[DATA SHOWN — start]

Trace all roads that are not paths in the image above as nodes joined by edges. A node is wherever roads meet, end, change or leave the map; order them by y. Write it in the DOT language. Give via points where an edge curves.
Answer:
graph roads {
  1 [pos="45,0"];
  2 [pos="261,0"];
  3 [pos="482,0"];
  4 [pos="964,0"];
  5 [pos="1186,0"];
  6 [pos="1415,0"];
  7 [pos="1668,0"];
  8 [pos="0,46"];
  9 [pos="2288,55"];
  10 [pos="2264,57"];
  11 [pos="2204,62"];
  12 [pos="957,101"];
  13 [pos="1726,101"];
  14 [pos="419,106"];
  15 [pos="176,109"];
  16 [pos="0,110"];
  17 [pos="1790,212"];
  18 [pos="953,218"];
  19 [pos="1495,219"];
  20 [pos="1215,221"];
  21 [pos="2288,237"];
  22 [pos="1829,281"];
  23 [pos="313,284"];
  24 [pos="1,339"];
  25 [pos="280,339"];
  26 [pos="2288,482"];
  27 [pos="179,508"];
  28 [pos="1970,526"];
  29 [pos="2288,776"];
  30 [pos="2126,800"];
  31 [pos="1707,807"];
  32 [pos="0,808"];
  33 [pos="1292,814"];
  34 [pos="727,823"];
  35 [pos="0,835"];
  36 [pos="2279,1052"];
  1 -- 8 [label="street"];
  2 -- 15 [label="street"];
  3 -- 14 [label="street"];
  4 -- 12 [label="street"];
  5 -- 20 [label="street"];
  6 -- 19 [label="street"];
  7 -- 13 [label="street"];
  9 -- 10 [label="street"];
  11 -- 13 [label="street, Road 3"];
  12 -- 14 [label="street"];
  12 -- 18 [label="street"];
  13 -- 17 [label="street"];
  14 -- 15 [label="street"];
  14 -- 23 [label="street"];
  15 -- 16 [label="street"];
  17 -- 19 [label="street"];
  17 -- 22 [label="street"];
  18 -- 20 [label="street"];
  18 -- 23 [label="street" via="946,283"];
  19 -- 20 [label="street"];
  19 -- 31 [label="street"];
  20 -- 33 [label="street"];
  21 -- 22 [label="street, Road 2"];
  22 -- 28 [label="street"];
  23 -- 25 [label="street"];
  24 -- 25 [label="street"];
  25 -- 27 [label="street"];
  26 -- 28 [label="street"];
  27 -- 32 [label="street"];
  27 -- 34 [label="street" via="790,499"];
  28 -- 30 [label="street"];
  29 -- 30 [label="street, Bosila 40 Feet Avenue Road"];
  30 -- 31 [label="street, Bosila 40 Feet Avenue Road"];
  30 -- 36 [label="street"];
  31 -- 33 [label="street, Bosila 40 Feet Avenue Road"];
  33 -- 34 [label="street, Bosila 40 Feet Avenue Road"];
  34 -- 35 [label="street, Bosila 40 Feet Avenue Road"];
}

[DATA SHOWN — finish]

> [AIM OF THE TASK] All of the data above should be transcribed exactly.

> [REPLY TO THE EXERCISE]
Trace all roads that are not paths in the image above as nodes joined by edges. A node is wherever roads meet, end, change or leave the map; order them by y. Write it in the DOT language. Give via points where an edge curves.
Answer:
graph roads {
  1 [pos="45,0"];
  2 [pos="261,0"];
  3 [pos="482,0"];
  4 [pos="964,0"];
  5 [pos="1186,0"];
  6 [pos="1415,0"];
  7 [pos="1668,0"];
  8 [pos="0,46"];
  9 [pos="2288,55"];
  10 [pos="2264,57"];
  11 [pos="2204,62"];
  12 [pos="957,101"];
  13 [pos="1726,101"];
  14 [pos="419,106"];
  15 [pos="176,109"];
  16 [pos="0,110"];
  17 [pos="1790,212"];
  18 [pos="953,218"];
  19 [pos="1495,219"];
  20 [pos="1215,221"];
  21 [pos="2288,237"];
  22 [pos="1829,281"];
  23 [pos="313,284"];
  24 [pos="1,339"];
  25 [pos="280,339"];
  26 [pos="2288,482"];
  27 [pos="179,508"];
  28 [pos="1970,526"];
  29 [pos="2288,776"];
  30 [pos="2126,800"];
  31 [pos="1707,807"];
  32 [pos="0,808"];
  33 [pos="1292,814"];
  34 [pos="727,823"];
  35 [pos="0,835"];
  36 [pos="2279,1052"];
  1 -- 8 [label="street"];
  2 -- 15 [label="street"];
  3 -- 14 [label="street"];
  4 -- 12 [label="street"];
  5 -- 20 [label="street"];
  6 -- 19 [label="street"];
  7 -- 13 [label="street"];
  9 -- 10 [label="street"];
  11 -- 13 [label="street, Road 3"];
  12 -- 14 [label="street"];
  12 -- 18 [label="street"];
  13 -- 17 [label="street"];
  14 -- 15 [label="street"];
  14 -- 23 [label="street"];
  15 -- 16 [label="street"];
  17 -- 19 [label="street"];
  17 -- 22 [label="street"];
  18 -- 20 [label="street"];
  18 -- 23 [label="street" via="946,283"];
  19 -- 20 [label="street"];
  19 -- 31 [label="street"];
  20 -- 33 [label="street"];
  21 -- 22 [label="street, Road 2"];
  22 -- 28 [label="street"];
  23 -- 25 [label="street"];
  24 -- 25 [label="street"];
  25 -- 27 [label="street"];
  26 -- 28 [label="street"];
  27 -- 32 [label="street"];
  27 -- 34 [label="street" via="790,499"];
  28 -- 30 [label="street"];
  29 -- 30 [label="street, Bosila 40 Feet Avenue Road"];
  30 -- 31 [label="street, Bosila 40 Feet Avenue Road"];
  30 -- 36 [label="street"];
  31 -- 33 [label="street, Bosila 40 Feet Avenue Road"];
  33 -- 34 [label="street, Bosila 40 Feet Avenue Road"];
  34 -- 35 [label="street, Bosila 40 Feet Avenue Road"];
}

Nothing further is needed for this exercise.